There is probably a better way to do this, but using a modified version of the container entrypoint has worked thus far for setting up the user and environment variables in the container on startup.


This is a meta-package containing the ros packages running in the docker container on the robot control computer. The hal_ros_control package from the Tormach github repository is used, as I plan to modify the hardware interface for some of my research (note: this is not the version of hal_ros_control that is installed in the container by default. It is lacking some of the newer features such as ros-side estops and probing functionality).

The za_bringup and hydra_bringup packages contain the launch files to start the robot hardware interface and controllers in the correct namespaces.


This is a meta-package with the host-side ros packages.

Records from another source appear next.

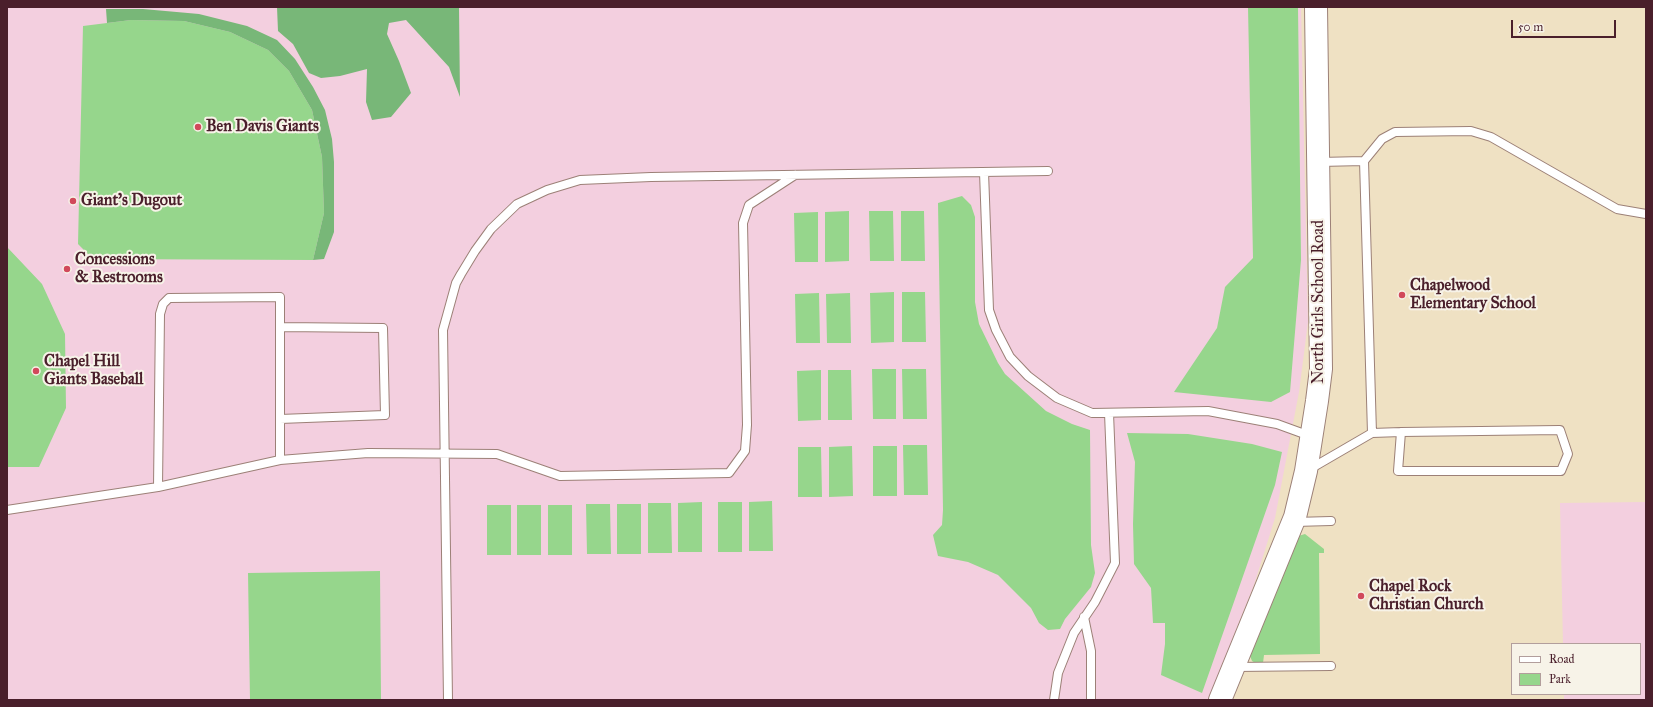 <!DOCTYPE html>
<style>
body{margin:0}
#map{position:relative;width:1653px;height:707px;overflow:hidden;background:#efe1c3;font-family:"IM FELL Great Primer",serif}
canvas{display:block}
.frame{position:absolute;inset:0;border:8px solid #4a1f2b;pointer-events:none}
.legend{position:absolute;left:1511px;top:643px;width:130px;height:52px;box-sizing:border-box;background:#f7f3e8;border:1px solid #b29e9c;margin:0;padding:5px 7px;list-style:none;font-size:12px;color:#4a1f2b}
.legend li{display:flex;align-items:center;gap:8px;height:20px}
.legend b{width:20px;border:1px solid #b29e9c}
.scale{position:absolute;left:1511px;top:20px;width:105px;height:18px;box-sizing:border-box;border:2px solid #4a1f2b;border-top:0;padding-left:5px;font-size:12px;line-height:14px;white-space:nowrap;color:#4a1f2b;-webkit-text-stroke:3px #f7f3e8;paint-order:stroke}
</style>
<div id="map">
<canvas width="1653" height="707"></canvas>
<div class="frame"></div>
<ul class="legend">
<li><b style="height:5px;background:#fff"></b>Road</li>
<li><b style="height:11px;background:#96d68c"></b>Park</li>
</ul>
<div class="scale">50 m</div>
</div>
<script>
const ctx = document.querySelector('canvas').getContext('2d');
ctx.lineJoin = 'round';
function paint(path, color) {
  ctx.fillStyle = color;
  ctx.fill(path, 'evenodd');
}
function poly(rows) {
  const path = new Path2D();
  for (const r of rows) {
    path.moveTo(r[0], r[1]);
    for (let i = 2; i < r.length; i += 2) path.lineTo(r[i], r[i + 1]);
  }
  return path;
}
function strokePath(path, color, width, dash) {
  ctx.strokeStyle = color;
  ctx.lineWidth = width;
  ctx.lineCap = dash ? 'butt' : 'round';
  ctx.setLineDash(dash || []);
  ctx.stroke(path);
}
function drawText(font, color, halo, rows, align = 'center') {
  ctx.font = font + ' "IM FELL Great Primer",serif';
  ctx.lineWidth = 4;
  ctx.setLineDash([]);
  ctx.textBaseline = 'middle';
  ctx.strokeStyle = halo;
  ctx.fillStyle = color;
  for (const [text, x, y, turn = 0] of rows) {
    ctx.save();
    ctx.translate(x, y);
    ctx.rotate((+turn || 0) * Math.PI / 180);
    ctx.textAlign = isNaN(turn) ? turn : align;
    if (halo) ctx.strokeText(text, 0, 0);
    ctx.fillText(text, 0, 0);
    ctx.restore();
  }
}
const built = poly([
 [7,7,1301,7,1308,322,1299,392,1275,518,1254,585,1208,700,7,700],
 [1646,502,1646,700,1564,700,1564,694,1640,694,1640,644,1563,644,1560,503]
]);
const green = poly([
 [1248,7,1298,7,1301,260,1290,392,1271,402,1174,392,1217,328,1225,287,1253,258],
 [131,20,184,21,230,32,268,50,289,71,312,110,322,157,324,213,313,260,93,259,78,244,83,26],
 [962,196,971,205,975,217,975,302,979,324,998,363,1005,374,1046,411,1072,424,1090,430,1091,545,1095,573,1091,587,1065,619,1060,629,1048,630,1039,623,1031,608,998,575,968,562,938,556,933,535,942,525,943,510,938,203],
 [849,211,849,261,825,262,825,212],
 [869,211,893,211,894,261,870,261],
 [901,211,924,211,925,261,901,261],
 [818,212,818,262,795,262,794,213],
 [7,247,42,284,65,334,66,408,39,467,7,467],
 [894,292,894,342,871,343,870,293],
 [902,292,925,292,926,342,902,342],
 [819,293,820,343,796,343,795,294],
 [850,293,851,343,827,343,826,294],
 [872,369,896,369,896,419,873,419],
 [902,369,926,369,927,419,903,419],
 [821,370,821,420,798,421,797,371],
 [828,370,851,370,852,420,828,420],
 [1127,433,1188,434,1252,444,1282,452,1275,485,1202,693,1161,675,1165,644,1165,623,1153,623,1151,588,1134,564,1133,524,1135,462],
 [903,445,927,445,928,495,904,495],
 [852,446,853,496,829,497,829,447],
 [873,446,897,446,897,496,873,496],
 [798,447,821,447,822,497,798,497],
 [772,501,773,551,749,551,749,502],
 [702,502,702,552,678,552,678,503],
 [718,502,742,502,742,552,718,552],
 [648,503,671,503,672,553,648,553],
 [586,504,610,504,611,554,587,554],
 [617,504,641,504,641,554,617,554],
 [487,505,511,505,511,555,487,555],
 [517,505,541,505,541,555,517,555],
 [548,505,572,505,572,555,548,555],
 [1305,534,1324,549,1324,553,1319,553,1320,654,1264,655,1263,663,1257,664,1252,661,1250,656,1255,637,1295,537],
 [380,571,381,700,250,700,248,573]
]);
const forest = poly([
 [277,7,459,7,460,97,449,67,406,20,389,23,387,34,399,61,411,93,391,117,372,120,366,102,367,69,340,76,321,78,309,73,293,44,278,31],
 [106,9,143,9,199,14,247,26,277,40,295,59,313,87,325,110,332,139,334,162,334,232,324,259,313,260,324,213,322,157,312,110,289,71,268,50,230,32,184,21,131,20,107,23]
]);
const service = poly([
 [1319,162,1364,161],
 [984,172,989,310,996,330,1010,357,1028,376,1057,398,1092,413,1208,411,1277,424,1310,436],
 [280,327,383,328,385,415,280,419],
 [1372,433,1401,432,1560,430,1568,454,1561,471,1398,471,1401,432],
 [1310,469,1372,433,1364,161,1382,139,1395,132,1471,131,1491,137,1617,209,1646,214],
 [158,487,160,314,163,304,169,298,280,297,280,460],
 [7,510,158,487,280,460,368,453,497,454,560,476,729,473,745,451,747,425,743,223,749,205,795,175],
 [1294,522,1331,521],
 [1084,617,1091,651,1091,700],
 [1235,667,1331,666],
 [448,700,443,330,456,283,461,274,475,251,491,229,517,204,547,190,580,180,651,177,1048,171],
 [1054,700,1058,673,1074,633,1095,602,1115,563,1109,413]
]);
const secondary = poly([
 [1220,700,1295,517,1306,471,1317,401,1321,369,1316,7]
]);
const markers = [
 [198,127,4,"#d1495b"],
 [73,201,4,"#d1495b"],
 [67,269,4,"#d1495b"],
 [1402,295,4,"#d1495b"],
 [36,371,4,"#d1495b"],
 [1361,596,4,"#d1495b"]
];
const poiNames = [
 ["Ben Davis Giants",206,127],
 ["Giant's Dugout",81,201],
 ["Concessions",75,260],
 ["& Restrooms",75,278],
 ["Chapelwood",1410,286],
 ["Elementary School",1410,304],
 ["Chapel Hill",44,362],
 ["Giants Baseball",44,380],
 ["Chapel Rock",1369,587],
 ["Christian Church",1369,605]
];
const streetNames = [
 ["North Girls School Road",1319,302,-90]
];
paint(built, '#f3cfdf');
paint(green, '#96d68c');
paint(forest, '#78b778');
strokePath(service, '#9c8077', 10);
strokePath(secondary, '#9c8077', 24);
strokePath(service, '#fff', 8);
strokePath(secondary, '#fff', 22);
for (const [x, y, r, color] of markers) {
  const dot = new Path2D();
  dot.arc(x, y, r, 0, 2 * Math.PI);
  ctx.fillStyle = color;
  ctx.fill(dot);
  strokePath(dot, '#f7f3e8', 1.5);
}
drawText('bold 16px', '#4a1f2b', '#f7f3e8', poiNames, 'left');
drawText('16px', '#4a1f2b', '#f7f3e8', streetNames);
</script>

In my case, the host (ros master PC) was a laptop running Ubuntu 20.04. These packages contain the MoveIt configuration for the Za6 and my multi-robot system.

The code for the demo seen in the video can be found here: hydra_demo.
It’s not terribly well written, just a starter example to prove the coordinated motion capabilities.
Unforunately, out-of-the-box MoveIt does not supply many tools for multi-robot planning (except for point-to-point motion), so this demo mainly uses raw IK calls to plan joint space motion and then time parameterizes the resulting path with MoveIt trajectory_processing.


Everything can be run on a single Ubuntu machine in simulation. You should be able to spin up containers on the host machine with (for the multi-robot system the -n [NAME] flag can be used to change the default host name of the container for each instance). Run the robot bringup launch files inside the containers (with arm_id:=rob1 and arm_id:=rob2 for multi-robot case). Then, on the host machine, launch MoveIt planning in rviz.

#single robot
roslaunch za_moveit_planning moveit_planning.launch

# multi robot
roslaunch hydra_moveit_planning moveit_planning.launch

Actual Hardware

Running on the actual hardware has a similar setup, except each container will need to be started on the respective robot control computer (instead of on the host). You will need to pass the -x flag to if you plan on moving the robot outside of simulation. This sets up some items needed to run the realtime version of machinekit-hal and connect to ethercat. Originally, this was done through the path-pilot launcher. I should probably point out that (I think) this bypasses many of the automated hardware checks for ethercat, etc., that are performed in the pathpilot launcher.

You will also need to configure the ROS network properly for the robot computers to talk to the host machine.

The README of each package has further instructions on installation and usage. A lot of this is my first attempt at configuring the hardware and setting up a ROS development environment for the Za6, so I am open to any suggestions. Much of my research will focus on the controls and hardware interface side of these packages, so they are subject to change frequently.